(Records from a data collection)
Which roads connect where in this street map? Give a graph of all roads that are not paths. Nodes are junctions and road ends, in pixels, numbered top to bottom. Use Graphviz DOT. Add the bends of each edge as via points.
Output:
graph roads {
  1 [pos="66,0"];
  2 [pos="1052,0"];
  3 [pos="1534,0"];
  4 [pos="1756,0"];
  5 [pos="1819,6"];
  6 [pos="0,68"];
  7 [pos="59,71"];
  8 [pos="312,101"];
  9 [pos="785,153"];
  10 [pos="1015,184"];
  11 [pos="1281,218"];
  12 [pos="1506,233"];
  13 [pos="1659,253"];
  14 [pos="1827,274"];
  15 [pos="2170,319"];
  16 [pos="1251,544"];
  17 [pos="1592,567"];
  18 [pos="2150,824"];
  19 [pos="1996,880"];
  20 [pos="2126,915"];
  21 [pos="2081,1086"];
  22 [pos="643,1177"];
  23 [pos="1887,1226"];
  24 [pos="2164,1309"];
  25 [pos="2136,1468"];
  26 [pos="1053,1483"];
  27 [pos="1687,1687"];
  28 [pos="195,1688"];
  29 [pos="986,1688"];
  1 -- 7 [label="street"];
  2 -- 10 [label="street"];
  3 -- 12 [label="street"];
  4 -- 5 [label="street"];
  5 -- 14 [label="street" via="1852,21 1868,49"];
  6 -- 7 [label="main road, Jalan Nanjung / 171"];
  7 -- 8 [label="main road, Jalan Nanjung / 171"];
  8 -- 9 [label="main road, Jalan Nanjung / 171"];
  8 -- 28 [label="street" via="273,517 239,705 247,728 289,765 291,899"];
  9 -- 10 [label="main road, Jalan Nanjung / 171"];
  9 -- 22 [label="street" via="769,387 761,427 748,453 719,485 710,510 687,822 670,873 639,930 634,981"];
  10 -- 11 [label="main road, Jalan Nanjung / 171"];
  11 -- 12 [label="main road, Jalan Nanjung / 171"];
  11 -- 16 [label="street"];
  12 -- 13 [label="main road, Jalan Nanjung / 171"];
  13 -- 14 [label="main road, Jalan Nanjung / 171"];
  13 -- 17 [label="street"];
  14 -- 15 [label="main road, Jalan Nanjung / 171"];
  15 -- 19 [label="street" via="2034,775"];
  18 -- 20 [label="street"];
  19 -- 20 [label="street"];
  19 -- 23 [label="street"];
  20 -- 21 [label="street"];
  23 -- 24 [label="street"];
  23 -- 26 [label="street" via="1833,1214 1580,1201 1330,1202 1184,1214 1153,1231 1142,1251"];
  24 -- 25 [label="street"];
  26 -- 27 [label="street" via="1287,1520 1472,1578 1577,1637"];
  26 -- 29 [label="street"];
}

YOUR TASK.
Could you transcribe all of the entries exactly, leaving nothing out?

RESPONSE AREA.
Which roads connect where in this street map? Give a graph of all roads that are not paths. Nodes are junctions and road ends, in pixels, numbered top to bottom. Use Graphviz DOT. Add the bends of each edge as via points.
Output:
graph roads {
  1 [pos="66,0"];
  2 [pos="1052,0"];
  3 [pos="1534,0"];
  4 [pos="1756,0"];
  5 [pos="1819,6"];
  6 [pos="0,68"];
  7 [pos="59,71"];
  8 [pos="312,101"];
  9 [pos="785,153"];
  10 [pos="1015,184"];
  11 [pos="1281,218"];
  12 [pos="1506,233"];
  13 [pos="1659,253"];
  14 [pos="1827,274"];
  15 [pos="2170,319"];
  16 [pos="1251,544"];
  17 [pos="1592,567"];
  18 [pos="2150,824"];
  19 [pos="1996,880"];
  20 [pos="2126,915"];
  21 [pos="2081,1086"];
  22 [pos="643,1177"];
  23 [pos="1887,1226"];
  24 [pos="2164,1309"];
  25 [pos="2136,1468"];
  26 [pos="1053,1483"];
  27 [pos="1687,1687"];
  28 [pos="195,1688"];
  29 [pos="986,1688"];
  1 -- 7 [label="street"];
  2 -- 10 [label="street"];
  3 -- 12 [label="street"];
  4 -- 5 [label="street"];
  5 -- 14 [label="street" via="1852,21 1868,49"];
  6 -- 7 [label="main road, Jalan Nanjung / 171"];
  7 -- 8 [label="main road, Jalan Nanjung / 171"];
  8 -- 9 [label="main road, Jalan Nanjung / 171"];
  8 -- 28 [label="street" via="273,517 239,705 247,728 289,765 291,899"];
  9 -- 10 [label="main road, Jalan Nanjung / 171"];
  9 -- 22 [label="street" via="769,387 761,427 748,453 719,485 710,510 687,822 670,873 639,930 634,981"];
  10 -- 11 [label="main road, Jalan Nanjung / 171"];
  11 -- 12 [label="main road, Jalan Nanjung / 171"];
  11 -- 16 [label="street"];
  12 -- 13 [label="main road, Jalan Nanjung / 171"];
  13 -- 14 [label="main road, Jalan Nanjung / 171"];
  13 -- 17 [label="street"];
  14 -- 15 [label="main road, Jalan Nanjung / 171"];
  15 -- 19 [label="street" via="2034,775"];
  18 -- 20 [label="street"];
  19 -- 20 [label="street"];
  19 -- 23 [label="street"];
  20 -- 21 [label="street"];
  23 -- 24 [label="street"];
  23 -- 26 [label="street" via="1833,1214 1580,1201 1330,1202 1184,1214 1153,1231 1142,1251"];
  24 -- 25 [label="street"];
  26 -- 27 [label="street" via="1287,1520 1472,1578 1577,1637"];
  26 -- 29 [label="street"];
}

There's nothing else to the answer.